What's the relationship between SPH and WAV formats?
Different design philosophies: WAV (Microsoft/IBM, 1991) was consumer multimedia format - simple, widely compatible, minimal metadata. SPH (NIST, late 1980s) was research format - comprehensive metadata, documentation focus, reproducibility priority. WAV optimized for playback/editing, SPH optimized for scientific datasets.
Audio content equivalent: Both can store identical PCM audio data. Converting SPH to WAV is lossless format change (container swap), not quality change. Difference is metadata - SPH has rich research metadata, WAV has minimal. For audio content alone, formats are functionally equivalent once converted.
Market outcome: WAV won universally through Windows dominance and simplicity. SPH remained research niche. Modern speech research converts SPH to WAV because ML tools expect WAV. Format war ended with WAV as de facto standard. SPH survives only in legacy corpora, not new datasets. Historical format vs living format.
Should I preserve SPH originals or just convert to WAV?
Preserve both for research corpora: SPH files contain metadata (speaker IDs, recording conditions, transcriptions) that WAV conversion loses. Original SPHERE files are archival artifacts documenting research history. Storage is cheap - keep SPH originals, create WAV conversions for working files. Dual format approach ensures metadata preservation and practical usability.
Document conversion process: Record tool (SoX/FFmpeg version), conversion date, any processing decisions, quality verification results. For scientific reproducibility, conversion metadata matters. Future researchers need to know how WAV files relate to original SPHERE dataset. Provenance tracking is research best practice. SPHERE files represent significant speech research history - treat with archival care.

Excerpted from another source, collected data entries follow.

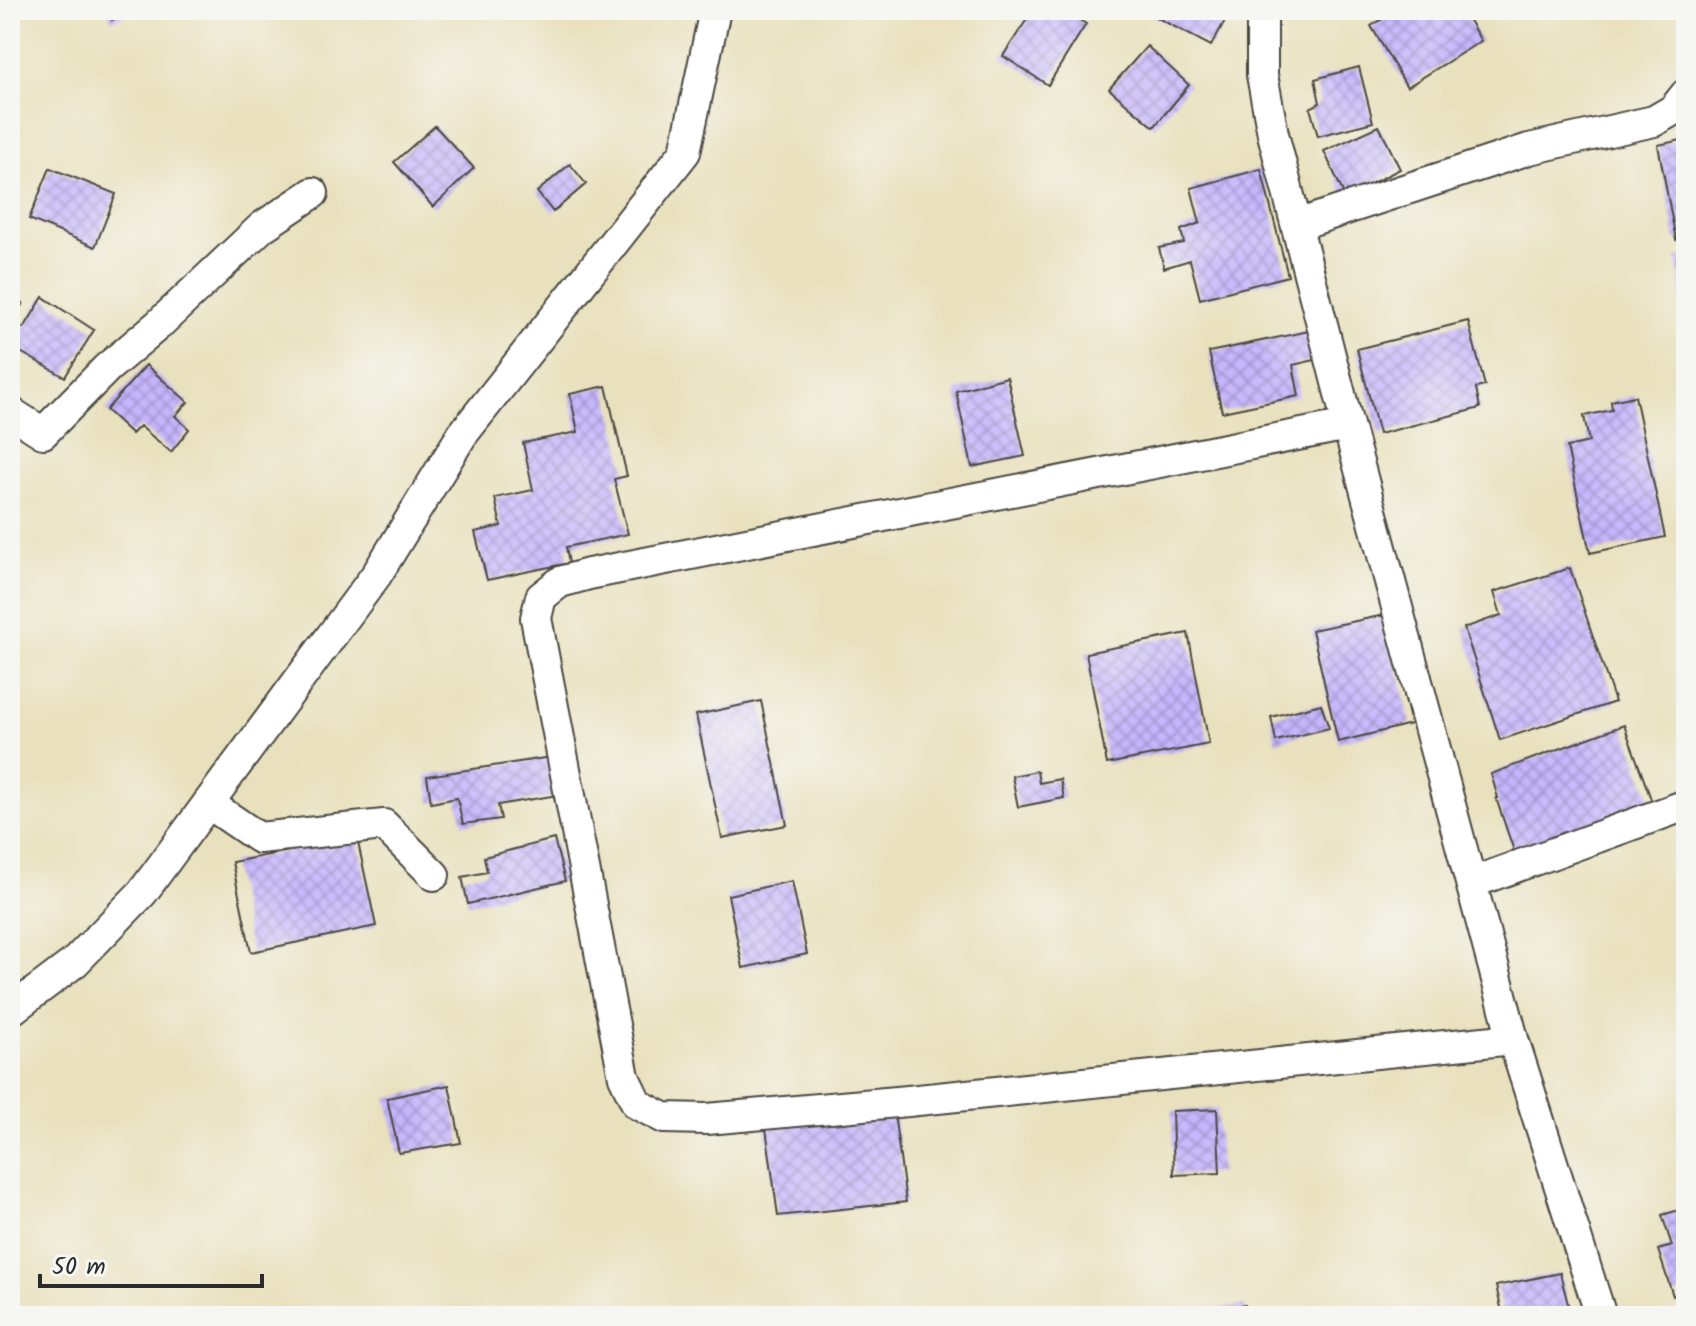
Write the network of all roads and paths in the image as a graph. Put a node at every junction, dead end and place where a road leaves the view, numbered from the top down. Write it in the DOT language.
graph roads {
  1 [pos="715,10"];
  2 [pos="1262,10"];
  3 [pos="1685,95"];
  4 [pos="313,193"];
  5 [pos="1297,225"];
  6 [pos="10,412"];
  7 [pos="1348,425"];
  8 [pos="208,803"];
  9 [pos="1686,805"];
  10 [pos="434,875"];
  11 [pos="1471,883"];
  12 [pos="10,1011"];
  13 [pos="1513,1039"];
  14 [pos="1601,1316"];
  1 -- 8 [label="street"];
  2 -- 5 [label="street"];
  3 -- 5 [label="street"];
  4 -- 6 [label="street"];
  5 -- 7 [label="street"];
  7 -- 11 [label="street"];
  7 -- 13 [label="street"];
  8 -- 10 [label="street"];
  8 -- 12 [label="street"];
  9 -- 11 [label="street"];
  11 -- 13 [label="street"];
  13 -- 14 [label="street"];
}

Extract metadata separately: Create CSV/JSON documenting SPH header contents - sample rates, speaker demographics, transcriptions, database identifiers. This preserves research context alongside audio. SPHERE metadata is often more valuable than audio itself (transcriptions, speaker characteristics enable linguistic analysis). Good preservation practice: WAV audio + extracted metadata + original SPH files (if storage permits) + comprehensive documentation.